Later, in 1640, Jonson published a selection from his notebooks, called Timber, or Discoveries by Ben Jonson in which he returned to the subject of the man whose works were less learned but more popular than his own:

De Shakespeare nostrat. I remember, the Players have often mentioned it as an honour to Shakespeare, that in his writing, (whatsoever he penn'd) hee never blotted out line. My answer hath beene, would he had blotted a thousand. Which they thought a malevolent speech. I had not told posterity this, but for their ignorance, who choose that circumstance to commend their friend by, wherein he most faulted. And to justifie mine owne candor, (for I lov'd the man, and doe honour his memory (on this side Idolatry) as much as any.) Hee was (indeed) honest, and of an open, and free nature: had an excellent Phantsie; brave notions, and gentle expressions: wherein hee flow'd with that facility, that sometime it was necessary he should be stop'd: Sufflaminandus erat; as Augustus said of Haterius. His wit was in his owne power; would the rule of it had beene so too. Many times hee fell into those things, could not escape laughter: As when hee said in the person of Cæsar, one speaking to him; Cæsar thou dost me wrong. Hee replyed: Cæsar did never wrong, but with just cause: and such like; which were ridiculous. But hee redeemed his vices, with his vertues. There was ever more in him to be praysed, then to be pardoned.

Every man in his humour

This does not describe an Earl but it is definitely Will and almost certainly the author of Julius Caesar. This is the man Jonson knew as an actor and a playwright. Where the eulogies talk formally about a rival, here Jonson talks about a drinking mate. When he mentions Caesar, Ben is not talking about a line from the play but recalling a discussion he had with its author in an alehouse. When he talks about wishing he blotted a thousand, he is trying to make amends for some earlier unjust criticism. Like a friend might.
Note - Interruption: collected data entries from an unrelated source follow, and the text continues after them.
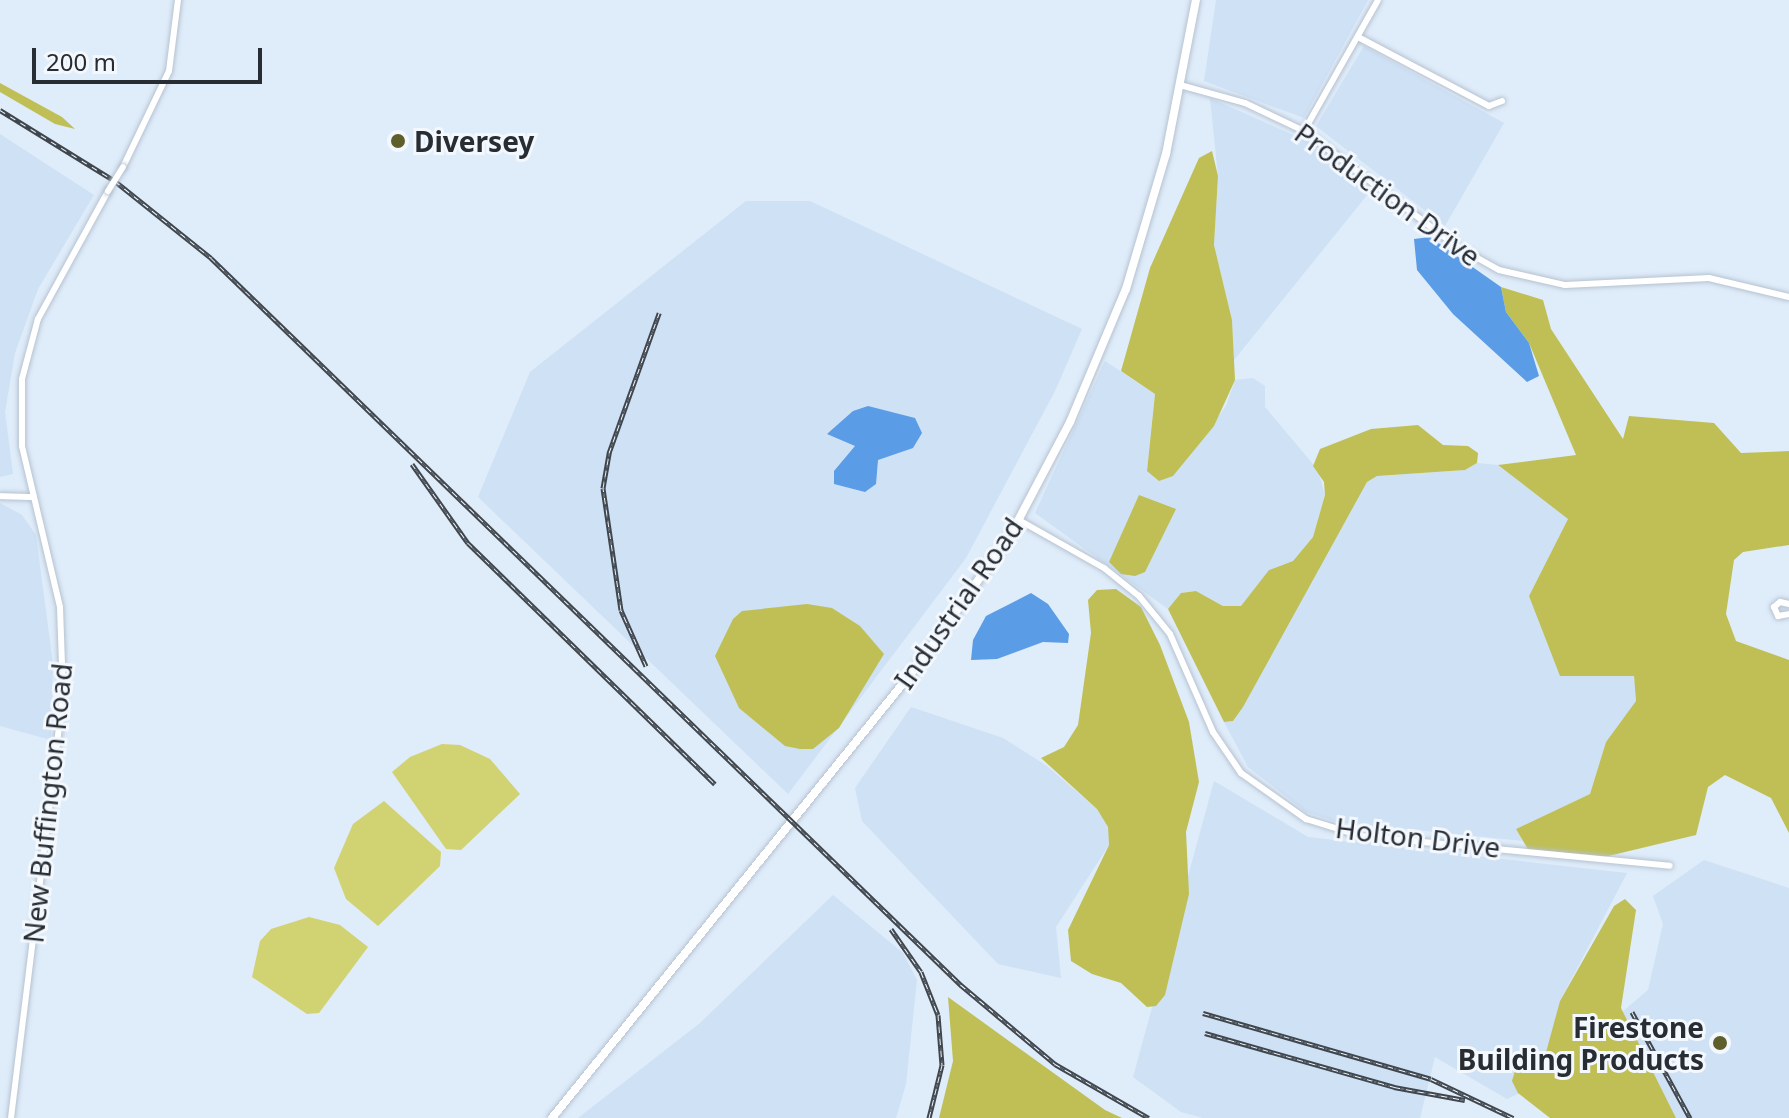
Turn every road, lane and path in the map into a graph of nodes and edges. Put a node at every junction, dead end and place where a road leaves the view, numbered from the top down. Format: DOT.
graph roads {
  1 [pos="178,0"];
  2 [pos="1196,0"];
  3 [pos="1378,0"];
  4 [pos="1358,37"];
  5 [pos="1180,85"];
  6 [pos="1502,101"];
  7 [pos="1304,131"];
  8 [pos="1789,297"];
  9 [pos="0,496"];
  10 [pos="34,497"];
  11 [pos="1019,520"];
  12 [pos="1789,604"];
  13 [pos="1789,614"];
  14 [pos="1670,866"];
  15 [pos="11,1118"];
  16 [pos="552,1118"];
  1 -- 10 [label="street, New Buffington Road, bridge"];
  2 -- 5 [label="main road, Industrial Road"];
  3 -- 4 [label="street"];
  4 -- 6 [label="street"];
  4 -- 7 [label="street"];
  5 -- 7 [label="street, Production Drive"];
  5 -- 11 [label="main road, Industrial Road"];
  7 -- 8 [label="street, Production Drive"];
  9 -- 10 [label="street"];
  10 -- 15 [label="street, New Buffington Road"];
  11 -- 14 [label="street, Holton Drive"];
  11 -- 16 [label="main road, Industrial Road"];
  12 -- 13 [label="street"];
}
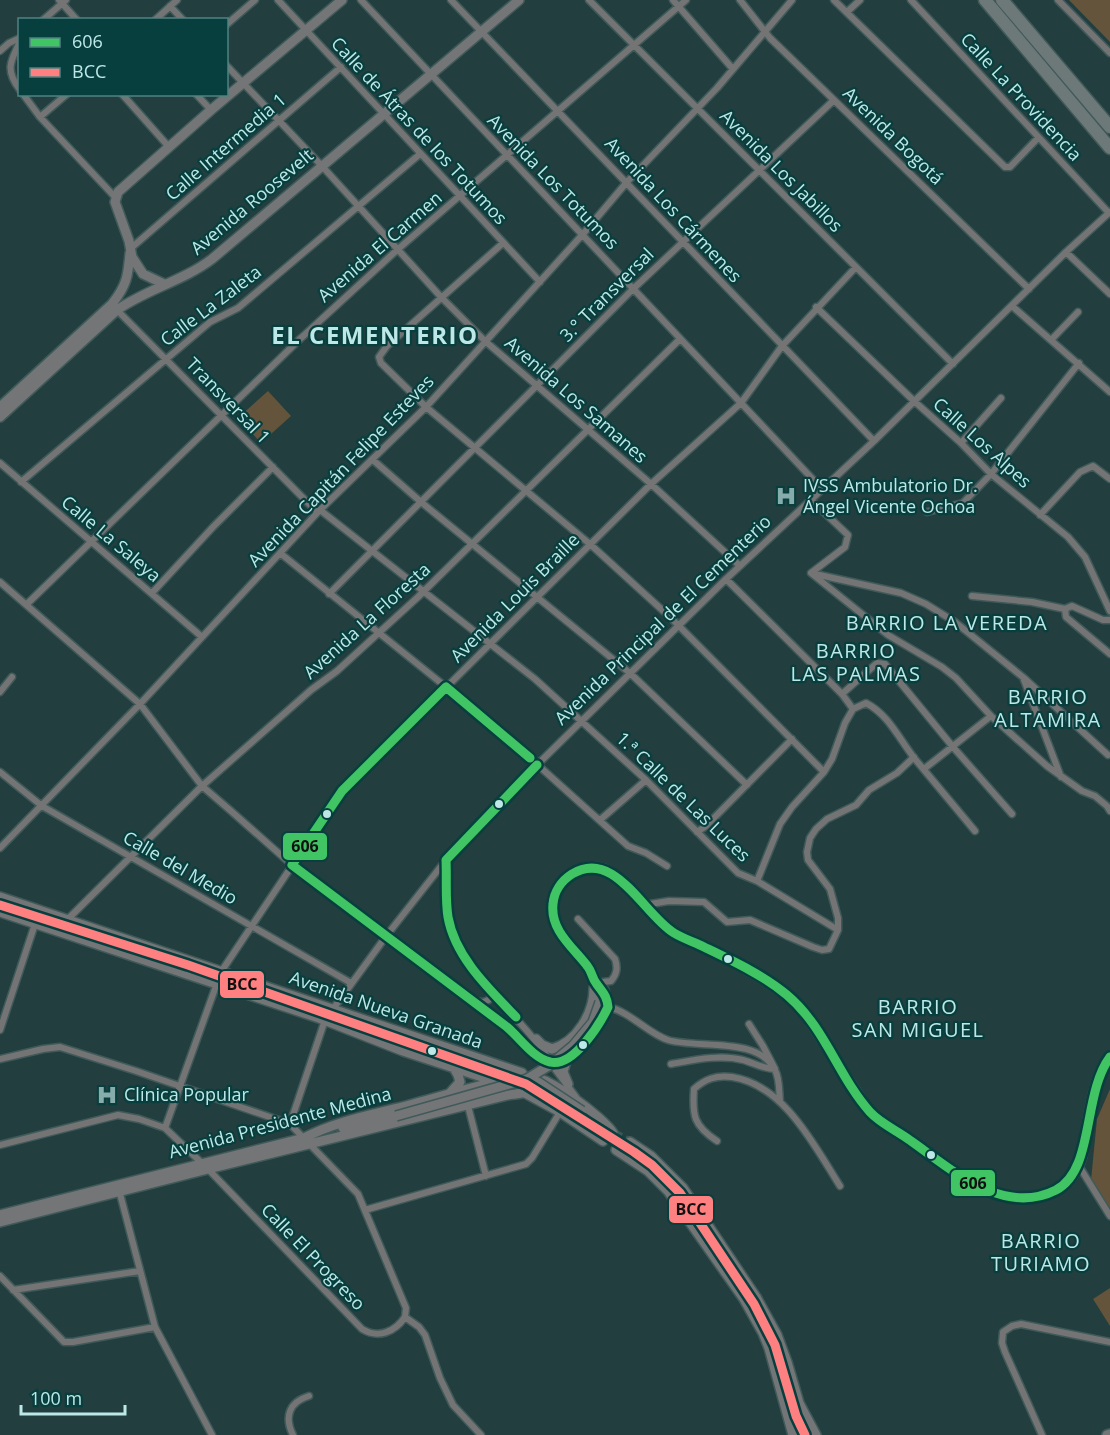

In the film Anonymous, of course, De Vere and Jonson are co-conspirators and Will, their front man, is their favourite topic of conversation. There are plenty of opportunities for such discussion. Emmerich and Orloff must have spent hours making the relationship plausible and as far as the film goes, it is plausible. Filmmakers don't have to fit facts to historical evidence. Authorship theories, however, require more than imagined events and relationships.

In Timber Jonson is writing in a notebook, clearly long after the events he is recording.

Here we have Shakespeare, his writing habits and the subject of one of his plays being described by one of his close acquaintance, who happens also to be his main competitor. Someone he has written about often.

Without the close links we see hypothesised in Anonymous, without some further pressing requirement to keep a secret long after those concerned in it were dead, without some plausible circumstance for which there is no record or evidence, the probability that there is a mystery surrounding the authorship of the plays beyond anything Jonson records here is highly unlikely.

The probability of there being three people behind Shakespeare, De Vere and the two people Oxfordians seek to separate as Shak- and Shakespeare is even more unlikely.

The probability of Jonson being able to keep that secret out of his notebooks is infinitesimal. 

And yet even the Oxfordians who don't believe in multiple Shakespeares still insist (and expect others to accept) that contemporary tributes and references to Shakespeare the writer were all made by those who assumed that the name was real but knew nothing else about him.

All Shakespeareans have to prove to dismiss the whole Oxfordian case is that someone who called him Shakespeare actually knew him as a playwright.

So thank you, Ben Jonson.

For doing precisely that.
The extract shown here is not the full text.